The End of Europe as We Know It?

Is the recent upsurge of European populism a blip on the historical horizon, or the sign of a fundamental restructuring of the continent’s order?

From the cover of The End of Europe: Dictators, Demagogues, and the Coming Dark Age by James Kirchick.

From the cover of The End of Europe: Dictators, Demagogues, and the Coming Dark Age by James Kirchick.

May 1 2017
About the author

Yiftach Ofek, a former head of the NATO and EU desk in the IDF’s Strategic Division, is a PhD student in modern Jewish thought at the University of Chicago.

In early March, European leaders were uniformly reported to have sighed in relief when the Dutch prime minister Mark Rutte defeated Geert Wilders, one of the continent’s most vocal opponents of immigration and European integration, in the country’s parliamentary elections. With Rutte’s victory and Wilders’ defeat, it seemed to many that the so-called wave of populism spreading throughout the continent might be coming to an end. Those hopes were sustained in late April when, in the latest balloting for the presidency of France, the anti-immigration and anti-EU candidate Marine Le Pen came in behind the centrist front-runner Emmanuel Macron; most forecasters are (cautiously) predicting an easy victory for Macron in the final May 7 runoff, and, buoyed by the results so far, are hoping for a similar outcome in September’s federal elections in Germany.

Is, however, the recent upsurge of European populism a mere blip on the historical horizon, or are today’s expressions of relief themselves a passing phenomenon in the unfolding of a fundamental restructuring of Europe’s political and moral order? This question is explored by James Kirchick in The End of Europe: Dictators, Demagogues, and the Coming Dark Age.
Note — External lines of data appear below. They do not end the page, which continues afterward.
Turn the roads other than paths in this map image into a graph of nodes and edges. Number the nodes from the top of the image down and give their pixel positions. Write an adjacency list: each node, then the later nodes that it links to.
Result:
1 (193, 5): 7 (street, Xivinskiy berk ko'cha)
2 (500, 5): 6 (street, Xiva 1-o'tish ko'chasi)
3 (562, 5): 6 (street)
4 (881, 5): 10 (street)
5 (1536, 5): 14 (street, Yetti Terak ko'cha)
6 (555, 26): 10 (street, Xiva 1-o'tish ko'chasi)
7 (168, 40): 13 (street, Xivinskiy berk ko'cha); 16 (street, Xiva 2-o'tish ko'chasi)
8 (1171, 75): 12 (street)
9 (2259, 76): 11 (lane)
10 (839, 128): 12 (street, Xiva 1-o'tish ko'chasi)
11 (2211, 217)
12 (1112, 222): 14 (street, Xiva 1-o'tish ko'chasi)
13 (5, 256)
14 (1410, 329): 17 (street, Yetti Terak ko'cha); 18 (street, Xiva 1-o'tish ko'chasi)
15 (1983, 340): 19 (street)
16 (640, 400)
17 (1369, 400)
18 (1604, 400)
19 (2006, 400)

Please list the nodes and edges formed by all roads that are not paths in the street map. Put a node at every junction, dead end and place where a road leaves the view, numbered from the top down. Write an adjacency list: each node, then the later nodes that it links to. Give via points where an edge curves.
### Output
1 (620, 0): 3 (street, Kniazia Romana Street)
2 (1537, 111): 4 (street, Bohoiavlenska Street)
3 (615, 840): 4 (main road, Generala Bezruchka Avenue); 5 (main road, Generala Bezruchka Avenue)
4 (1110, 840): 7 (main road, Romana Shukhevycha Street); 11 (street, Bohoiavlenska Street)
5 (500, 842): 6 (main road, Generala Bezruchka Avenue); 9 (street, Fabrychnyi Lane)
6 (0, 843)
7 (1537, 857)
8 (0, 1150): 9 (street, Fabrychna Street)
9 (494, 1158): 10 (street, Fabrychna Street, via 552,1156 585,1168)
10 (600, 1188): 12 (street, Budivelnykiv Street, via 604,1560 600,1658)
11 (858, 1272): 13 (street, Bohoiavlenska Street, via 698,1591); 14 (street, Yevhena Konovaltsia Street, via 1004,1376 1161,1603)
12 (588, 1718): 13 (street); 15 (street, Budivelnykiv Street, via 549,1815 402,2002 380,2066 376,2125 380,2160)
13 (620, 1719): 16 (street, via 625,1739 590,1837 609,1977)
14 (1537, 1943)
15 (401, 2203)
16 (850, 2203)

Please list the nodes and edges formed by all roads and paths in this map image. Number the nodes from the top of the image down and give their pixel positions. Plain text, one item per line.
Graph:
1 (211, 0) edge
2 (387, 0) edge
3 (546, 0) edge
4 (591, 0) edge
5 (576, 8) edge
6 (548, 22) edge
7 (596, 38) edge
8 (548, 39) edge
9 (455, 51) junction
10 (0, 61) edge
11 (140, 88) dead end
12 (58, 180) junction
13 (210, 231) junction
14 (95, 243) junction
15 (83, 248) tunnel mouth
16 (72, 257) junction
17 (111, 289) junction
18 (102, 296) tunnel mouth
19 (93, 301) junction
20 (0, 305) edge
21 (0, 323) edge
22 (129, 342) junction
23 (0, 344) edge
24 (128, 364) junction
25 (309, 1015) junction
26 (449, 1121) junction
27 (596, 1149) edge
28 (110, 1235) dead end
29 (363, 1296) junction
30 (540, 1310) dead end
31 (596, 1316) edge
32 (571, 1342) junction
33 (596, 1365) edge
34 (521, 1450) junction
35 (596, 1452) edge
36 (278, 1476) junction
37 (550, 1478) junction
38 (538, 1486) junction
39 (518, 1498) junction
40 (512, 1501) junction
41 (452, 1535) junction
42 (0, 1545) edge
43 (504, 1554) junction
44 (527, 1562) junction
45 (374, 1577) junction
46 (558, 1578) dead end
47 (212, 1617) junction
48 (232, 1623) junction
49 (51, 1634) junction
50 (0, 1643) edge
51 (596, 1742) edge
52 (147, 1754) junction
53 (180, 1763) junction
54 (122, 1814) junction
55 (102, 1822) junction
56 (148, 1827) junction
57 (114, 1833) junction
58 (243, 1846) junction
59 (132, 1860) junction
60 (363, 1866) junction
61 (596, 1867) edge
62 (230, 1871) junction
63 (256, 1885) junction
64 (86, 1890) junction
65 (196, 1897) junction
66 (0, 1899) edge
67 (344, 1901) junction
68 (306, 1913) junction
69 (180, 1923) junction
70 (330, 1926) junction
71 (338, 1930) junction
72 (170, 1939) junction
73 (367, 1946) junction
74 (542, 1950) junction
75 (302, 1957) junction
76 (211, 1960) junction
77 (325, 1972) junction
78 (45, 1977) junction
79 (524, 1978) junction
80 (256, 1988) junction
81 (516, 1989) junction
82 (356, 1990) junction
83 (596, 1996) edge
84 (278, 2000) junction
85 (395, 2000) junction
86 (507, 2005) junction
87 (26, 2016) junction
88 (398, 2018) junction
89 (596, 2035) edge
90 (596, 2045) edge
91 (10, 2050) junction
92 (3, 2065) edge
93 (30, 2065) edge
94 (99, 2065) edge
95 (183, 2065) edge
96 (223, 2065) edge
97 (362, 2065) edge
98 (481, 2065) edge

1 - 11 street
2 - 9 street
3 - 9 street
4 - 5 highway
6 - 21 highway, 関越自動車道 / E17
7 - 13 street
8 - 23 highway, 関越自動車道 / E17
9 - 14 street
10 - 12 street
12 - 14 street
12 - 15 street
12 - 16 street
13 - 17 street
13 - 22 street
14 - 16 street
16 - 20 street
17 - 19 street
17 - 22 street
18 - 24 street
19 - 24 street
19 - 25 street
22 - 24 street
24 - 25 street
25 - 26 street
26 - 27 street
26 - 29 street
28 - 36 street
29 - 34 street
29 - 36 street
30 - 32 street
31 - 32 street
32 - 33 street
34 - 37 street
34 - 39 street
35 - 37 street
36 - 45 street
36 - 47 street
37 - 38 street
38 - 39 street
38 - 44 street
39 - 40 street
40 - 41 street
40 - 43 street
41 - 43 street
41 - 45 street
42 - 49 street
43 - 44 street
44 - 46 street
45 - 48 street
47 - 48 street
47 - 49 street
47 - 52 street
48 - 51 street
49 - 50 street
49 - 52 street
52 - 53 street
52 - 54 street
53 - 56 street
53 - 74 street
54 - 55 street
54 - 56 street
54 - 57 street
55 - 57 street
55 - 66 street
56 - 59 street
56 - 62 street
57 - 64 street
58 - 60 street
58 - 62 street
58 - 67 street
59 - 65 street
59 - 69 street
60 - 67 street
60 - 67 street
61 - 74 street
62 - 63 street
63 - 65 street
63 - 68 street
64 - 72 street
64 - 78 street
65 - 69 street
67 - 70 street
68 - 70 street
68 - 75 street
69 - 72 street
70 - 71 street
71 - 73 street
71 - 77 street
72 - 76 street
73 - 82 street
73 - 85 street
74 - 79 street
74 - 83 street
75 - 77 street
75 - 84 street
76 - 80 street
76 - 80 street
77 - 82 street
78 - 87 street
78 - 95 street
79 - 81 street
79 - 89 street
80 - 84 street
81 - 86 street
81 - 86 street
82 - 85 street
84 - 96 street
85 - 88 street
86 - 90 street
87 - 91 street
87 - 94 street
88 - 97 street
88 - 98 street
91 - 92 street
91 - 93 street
According to Kirchick, a prolific political journalist and a fellow at the Foreign Policy Initiative in Washington, the rise of populist, anti-democratic, and sometimes authoritarian leaders across the political spectrum is the most distressing of the myriad problems besetting today’s Europe. In seven of his eight chapters, guided by this conviction, he addresses one by one the populist challenges facing particular nation-states.

The End of Europe opens with Russia’s emergence as a revanchist power, pressing territorial claims in Crimea and elsewhere. From Russia Kirchick then moves on to Hungary, looking at Holocaust denial and other forms of historical revisionism promoted by the nationalist government of Viktor Orbán. Later chapters examine the leaders of the Greek ruling party Syriza in the aftermath of the 2009-10 debt crisis and Britain in light of Brexit, the latter in his view being as disastrous an economic policy on the right as was Syriza’s on the left. When it comes to France, Kirchick examines the country’s condition through the lens of its increasingly widespread anti-Semitism. As for Germany, he argues that its image as a faithful American ally is something of an illusion, since its relations with America and the West since World War II have not always been as stable or secure as we like to imagine. Finally, he arrives full circle at Ukraine since the Russian invasion of 2014, a situation he compares to that of Berlin during the cold war: a site of potential confrontation between Russian resolve and whatever fighting spirit still remains in Western institutions like the EU or NATO.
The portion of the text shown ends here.